You are going to get answers all over the place, but the reality is they should be fed a consistent diet, don't suddenly change it up on them... A goat that has been fed a diet of grain can handle it fine, on the other hand if you take a grass fed goat and give it lots of grain chances are you are going to have issues... Don's suddenly change up their diets and they should be fine...
When I got my goats, I did a ton of readying on preferred diets and to be blunt there is no real consensus...
What I did find is a bunch of people proclaiming, if you feed them this or that you will kill them, followed by someone saying that is the primary diet for my goats and they are not dead...

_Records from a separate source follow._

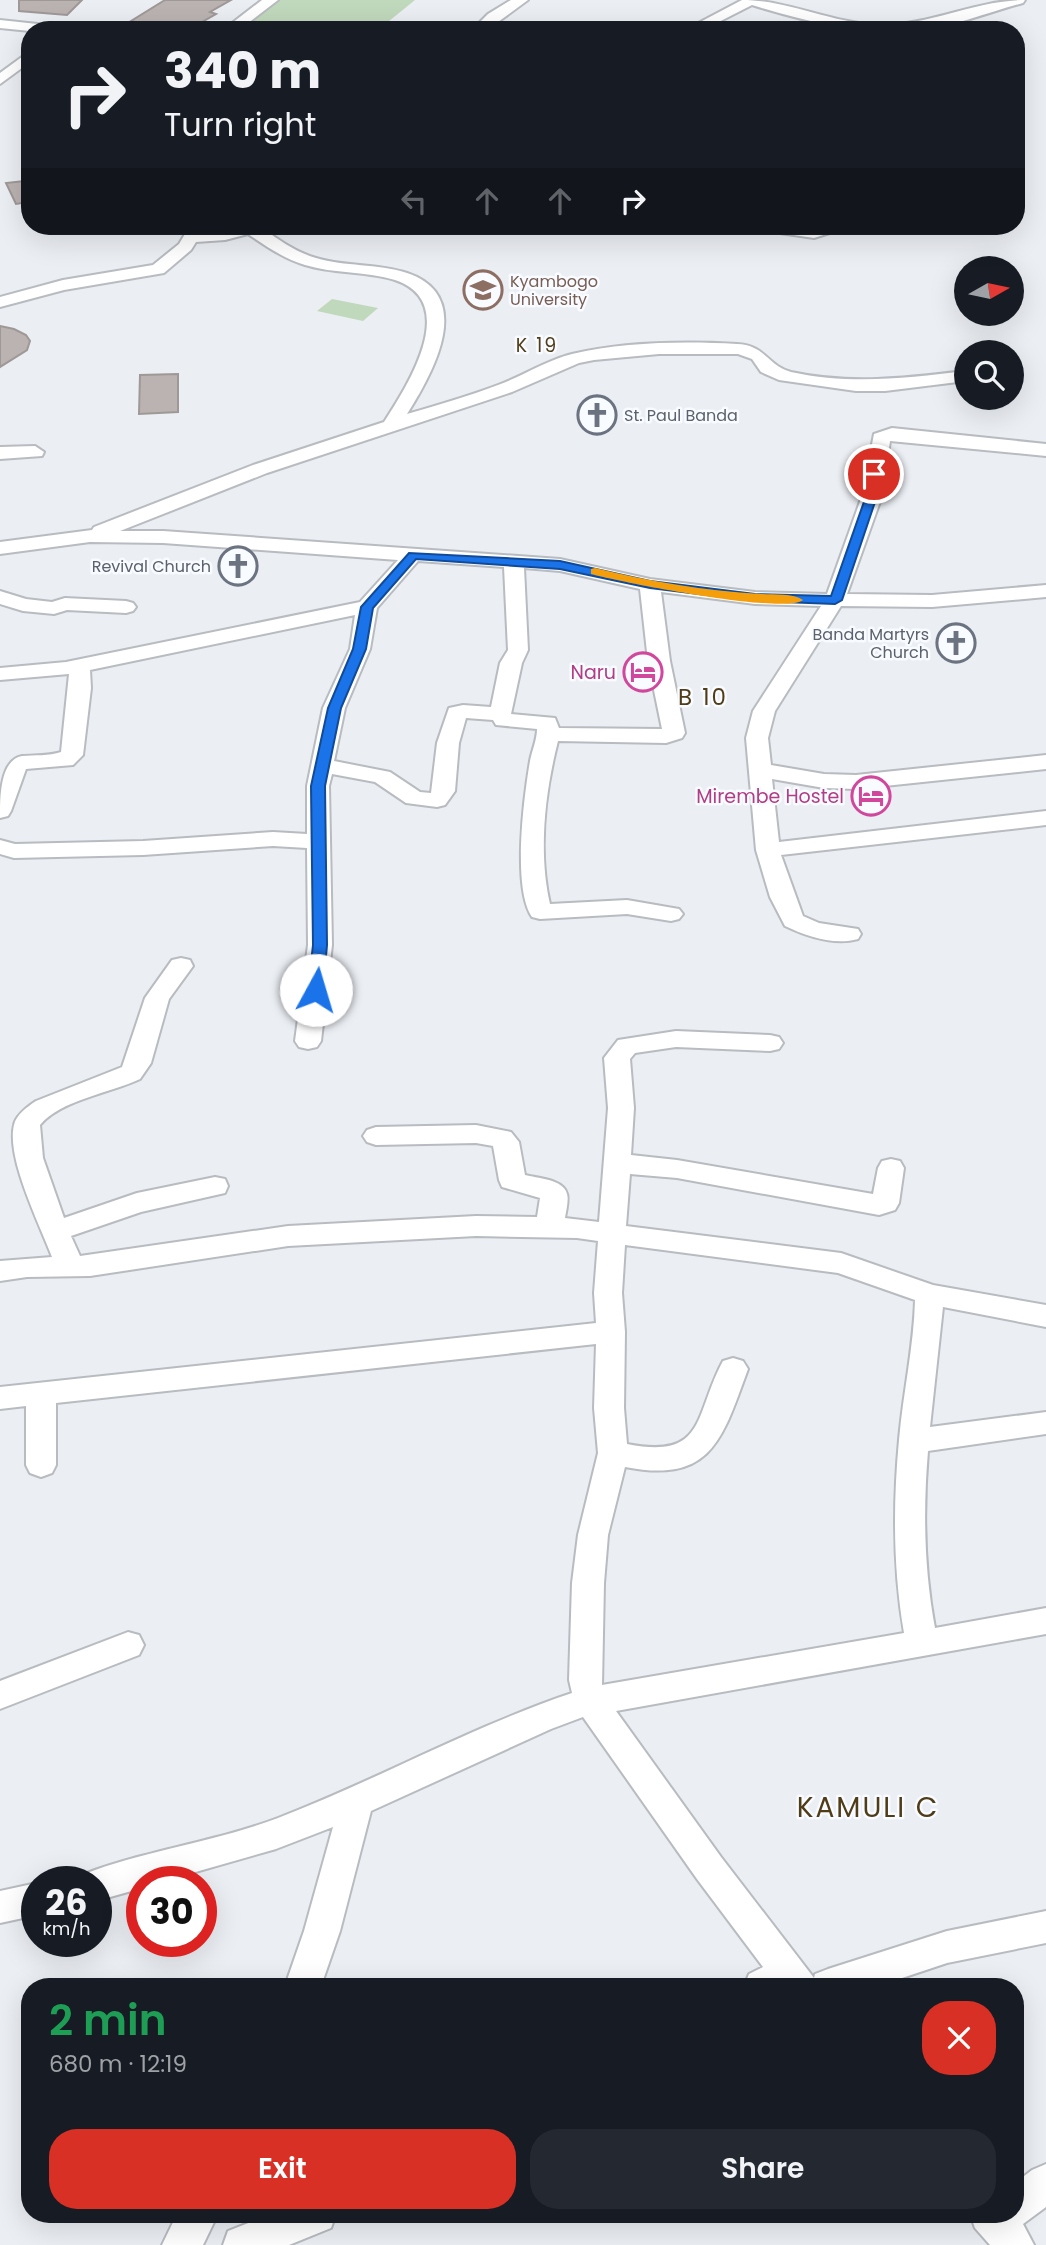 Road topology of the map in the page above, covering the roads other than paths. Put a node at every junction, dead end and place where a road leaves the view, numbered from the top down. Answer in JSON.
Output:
{"nodes":[{"id":1,"x":271,"y":0,"type":"edge"},
{"id":2,"x":521,"y":0,"type":"edge"},
{"id":3,"x":1018,"y":0,"type":"edge"},
{"id":4,"x":752,"y":1,"type":"edge"},
{"id":5,"x":242,"y":21,"type":"edge"},
{"id":6,"x":492,"y":21,"type":"edge"},
{"id":7,"x":711,"y":21,"type":"edge"},
{"id":8,"x":831,"y":21,"type":"edge"},
{"id":9,"x":926,"y":21,"type":"edge"},
{"id":10,"x":0,"y":24,"type":"edge"},
{"id":11,"x":21,"y":26,"type":"edge"},
{"id":12,"x":21,"y":62,"type":"edge"},
{"id":13,"x":0,"y":80,"type":"edge"},
{"id":14,"x":184,"y":235,"type":"edge"},
{"id":15,"x":267,"y":235,"type":"edge"},
{"id":16,"x":0,"y":302,"type":"edge"},
{"id":17,"x":954,"y":377,"type":"edge"},
{"id":18,"x":391,"y":426,"type":"junction"},
{"id":19,"x":1046,"y":450,"type":"edge"},
{"id":20,"x":34,"y":452,"type":"dead end"},
{"id":21,"x":0,"y":453,"type":"edge"},
{"id":22,"x":90,"y":536,"type":"junction"},
{"id":23,"x":0,"y":548,"type":"edge"},
{"id":24,"x":413,"y":555,"type":"junction"},
{"id":25,"x":514,"y":562,"type":"junction"},
{"id":26,"x":650,"y":585,"type":"junction"},
{"id":27,"x":1046,"y":591,"type":"edge"},
{"id":28,"x":0,"y":597,"type":"edge"},
{"id":29,"x":835,"y":600,"type":"junction"},
{"id":30,"x":126,"y":607,"type":"dead end"},
{"id":31,"x":367,"y":607,"type":"junction"},
{"id":32,"x":79,"y":666,"type":"junction"},
{"id":33,"x":0,"y":674,"type":"edge"},
{"id":34,"x":500,"y":714,"type":"junction"},
{"id":35,"x":548,"y":734,"type":"junction"},
{"id":36,"x":1046,"y":762,"type":"edge"},
{"id":37,"x":324,"y":766,"type":"junction"},
{"id":38,"x":8,"y":768,"type":"edge"},
{"id":39,"x":761,"y":770,"type":"junction"},
{"id":40,"x":0,"y":811,"type":"edge"},
{"id":41,"x":1046,"y":818,"type":"edge"},
{"id":42,"x":320,"y":842,"type":"junction"},
{"id":43,"x":0,"y":847,"type":"edge"},
{"id":44,"x":768,"y":850,"type":"junction"},
{"id":45,"x":671,"y":914,"type":"dead end"},
{"id":46,"x":849,"y":934,"type":"dead end"},
{"id":47,"x":181,"y":966,"type":"dead end"},
{"id":48,"x":308,"y":1041,"type":"dead end"},
{"id":49,"x":770,"y":1043,"type":"dead end"},
{"id":50,"x":376,"y":1136,"type":"dead end"},
{"id":51,"x":617,"y":1163,"type":"junction"},
{"id":52,"x":891,"y":1168,"type":"dead end"},
{"id":53,"x":215,"y":1186,"type":"dead end"},
{"id":54,"x":550,"y":1227,"type":"junction"},
{"id":55,"x":56,"y":1231,"type":"junction"},
{"id":56,"x":613,"y":1232,"type":"junction"},
{"id":57,"x":70,"y":1267,"type":"junction"},
{"id":58,"x":0,"y":1271,"type":"edge"},
{"id":59,"x":928,"y":1294,"type":"junction"},
{"id":60,"x":1046,"y":1316,"type":"edge"},
{"id":61,"x":611,"y":1332,"type":"junction"},
{"id":62,"x":733,"y":1369,"type":"dead end"},
{"id":63,"x":41,"y":1395,"type":"junction"},
{"id":64,"x":0,"y":1398,"type":"edge"},
{"id":65,"x":1046,"y":1423,"type":"edge"},
{"id":66,"x":913,"y":1441,"type":"junction"},
{"id":67,"x":613,"y":1453,"type":"junction"},
{"id":68,"x":41,"y":1465,"type":"dead end"},
{"id":69,"x":1046,"y":1621,"type":"edge"},
{"id":70,"x":922,"y":1644,"type":"junction"},
{"id":71,"x":128,"y":1645,"type":"dead end"},
{"id":72,"x":0,"y":1695,"type":"edge"},
{"id":73,"x":590,"y":1701,"type":"junction"},
{"id":74,"x":357,"y":1802,"type":"junction"},
{"id":75,"x":112,"y":1880,"type":"edge"},
{"id":76,"x":21,"y":1902,"type":"edge"},
{"id":77,"x":0,"y":1907,"type":"edge"},
{"id":78,"x":1046,"y":1927,"type":"edge"},
{"id":79,"x":306,"y":1978,"type":"edge"},
{"id":80,"x":780,"y":1978,"type":"edge"},
{"id":81,"x":852,"y":1978,"type":"edge"},
{"id":82,"x":1046,"y":2182,"type":"edge"},
{"id":83,"x":1024,"y":2206,"type":"edge"},
{"id":84,"x":194,"y":2223,"type":"edge"},
{"id":85,"x":295,"y":2223,"type":"edge"},
{"id":86,"x":181,"y":2245,"type":"edge"},
{"id":87,"x":242,"y":2245,"type":"edge"}],
"edges":[{"from":1,"to":5,"type":"street"},
{"from":2,"to":6,"type":"street"},
{"from":3,"to":9,"type":"street"},
{"from":4,"to":7,"type":"street"},
{"from":4,"to":8,"type":"street"},
{"from":10,"to":11,"type":"street"},
{"from":12,"to":13,"type":"street"},
{"from":14,"to":16,"type":"street"},
{"from":15,"to":18,"type":"street"},
{"from":17,"to":18,"type":"street"},
{"from":18,"to":22,"type":"street"},
{"from":19,"to":29,"type":"street"},
{"from":20,"to":21,"type":"street"},
{"from":22,"to":23,"type":"street"},
{"from":22,"to":24,"type":"street"},
{"from":24,"to":25,"type":"street"},
{"from":24,"to":31,"type":"street"},
{"from":25,"to":26,"type":"street"},
{"from":25,"to":34,"type":"street"},
{"from":26,"to":29,"type":"street"},
{"from":26,"to":35,"type":"street"},
{"from":27,"to":29,"type":"street"},
{"from":28,"to":30,"type":"street"},
{"from":29,"to":39,"type":"street"},
{"from":31,"to":32,"type":"street"},
{"from":31,"to":37,"type":"street"},
{"from":32,"to":33,"type":"street"},
{"from":32,"to":38,"type":"street"},
{"from":34,"to":35,"type":"street"},
{"from":34,"to":37,"type":"street"},
{"from":35,"to":45,"type":"street"},
{"from":36,"to":39,"type":"street"},
{"from":37,"to":42,"type":"street"},
{"from":38,"to":40,"type":"street"},
{"from":39,"to":44,"type":"street"},
{"from":41,"to":44,"type":"street"},
{"from":42,"to":43,"type":"street"},
{"from":42,"to":48,"type":"street"},
{"from":44,"to":46,"type":"street"},
{"from":47,"to":55,"type":"street"},
{"from":49,"to":51,"type":"street"},
{"from":50,"to":54,"type":"street"},
{"from":51,"to":52,"type":"street"},
{"from":51,"to":56,"type":"street"},
{"from":53,"to":55,"type":"street"},
{"from":54,"to":56,"type":"street"},
{"from":54,"to":57,"type":"street"},
{"from":55,"to":57,"type":"street"},
{"from":56,"to":59,"type":"street"},
{"from":56,"to":61,"type":"street"},
{"from":57,"to":58,"type":"street"},
{"from":59,"to":60,"type":"street"},
{"from":59,"to":66,"type":"street"},
{"from":61,"to":63,"type":"street"},
{"from":61,"to":67,"type":"street"},
{"from":62,"to":67,"type":"street"},
{"from":63,"to":64,"type":"street"},
{"from":63,"to":68,"type":"street"},
{"from":65,"to":66,"type":"street"},
{"from":66,"to":70,"type":"street"},
{"from":67,"to":73,"type":"street"},
{"from":69,"to":70,"type":"street"},
{"from":70,"to":73,"type":"street"},
{"from":71,"to":72,"type":"street"},
{"from":73,"to":74,"type":"street"},
{"from":73,"to":80,"type":"street"},
{"from":74,"to":75,"type":"street"},
{"from":74,"to":79,"type":"street"},
{"from":76,"to":77,"type":"street"},
{"from":78,"to":81,"type":"street"},
{"from":82,"to":83,"type":"street"},
{"from":84,"to":86,"type":"street"},
{"from":85,"to":87,"type":"street"}]}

Mine pasture graze all summer, I heavily over seeded my pasture with a premium horse pasture seed this spring (best $70 I have every spent on food), let it grow up to about a foot tall before I let the goats and llamas out of the barn, and I have not supplemented at all this summer and they are all a healthy weight... For winter I feed mine whatever local 'horse' grade hay I can get cheap that is about a 20% alfalfa, 80% mixed grass, the llamas get a daily supplement of a little grain during the winter and the goats get a treat of grain, not a daily thing... My animals are locked in a barn all winter and way form the elements (not heated but still not wind or snow) so if your are outside a little more grain might help them keep warm...
As for how much, well I found if I overfeed them it just becomes bedding, they just pull it out of the hay rack and waste it... So it became a trial and error process that was pretty easy, I justed watched how much waste was on the ground each day and adjusted until that amount was minimal...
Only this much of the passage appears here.